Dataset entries
────
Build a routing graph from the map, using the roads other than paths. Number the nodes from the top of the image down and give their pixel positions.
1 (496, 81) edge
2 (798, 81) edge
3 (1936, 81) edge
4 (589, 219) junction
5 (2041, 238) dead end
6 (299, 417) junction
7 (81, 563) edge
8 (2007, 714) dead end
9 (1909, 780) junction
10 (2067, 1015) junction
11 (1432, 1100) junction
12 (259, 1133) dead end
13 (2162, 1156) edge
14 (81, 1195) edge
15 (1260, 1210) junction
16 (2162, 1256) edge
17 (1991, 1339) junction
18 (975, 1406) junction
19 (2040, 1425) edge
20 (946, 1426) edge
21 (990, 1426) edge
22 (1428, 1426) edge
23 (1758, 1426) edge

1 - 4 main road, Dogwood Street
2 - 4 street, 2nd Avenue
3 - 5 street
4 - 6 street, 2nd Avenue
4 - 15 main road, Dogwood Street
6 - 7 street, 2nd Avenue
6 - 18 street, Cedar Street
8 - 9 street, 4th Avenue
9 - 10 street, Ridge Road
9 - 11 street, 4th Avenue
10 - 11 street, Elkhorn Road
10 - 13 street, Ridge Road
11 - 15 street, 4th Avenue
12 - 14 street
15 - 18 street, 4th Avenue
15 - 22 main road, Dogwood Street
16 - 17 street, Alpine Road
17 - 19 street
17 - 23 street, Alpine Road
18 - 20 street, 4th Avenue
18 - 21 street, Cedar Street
────
→ What to work on
Would you write out the data exactly as it reads?

→ Response to the exercise
Build a routing graph from the map, using the roads other than paths. Number the nodes from the top of the image down and give their pixel positions.
1 (496, 81) edge
2 (798, 81) edge
3 (1936, 81) edge
4 (589, 219) junction
5 (2041, 238) dead end
6 (299, 417) junction
7 (81, 563) edge
8 (2007, 714) dead end
9 (1909, 780) junction
10 (2067, 1015) junction
11 (1432, 1100) junction
12 (259, 1133) dead end
13 (2162, 1156) edge
14 (81, 1195) edge
15 (1260, 1210) junction
16 (2162, 1256) edge
17 (1991, 1339) junction
18 (975, 1406) junction
19 (2040, 1425) edge
20 (946, 1426) edge
21 (990, 1426) edge
22 (1428, 1426) edge
23 (1758, 1426) edge

1 - 4 main road, Dogwood Street
2 - 4 street, 2nd Avenue
3 - 5 street
4 - 6 street, 2nd Avenue
4 - 15 main road, Dogwood Street
6 - 7 street, 2nd Avenue
6 - 18 street, Cedar Street
8 - 9 street, 4th Avenue
9 - 10 street, Ridge Road
9 - 11 street, 4th Avenue
10 - 11 street, Elkhorn Road
10 - 13 street, Ridge Road
11 - 15 street, 4th Avenue
12 - 14 street
15 - 18 street, 4th Avenue
15 - 22 main road, Dogwood Street
16 - 17 street, Alpine Road
17 - 19 street
17 - 23 street, Alpine Road
18 - 20 street, 4th Avenue
18 - 21 street, Cedar Street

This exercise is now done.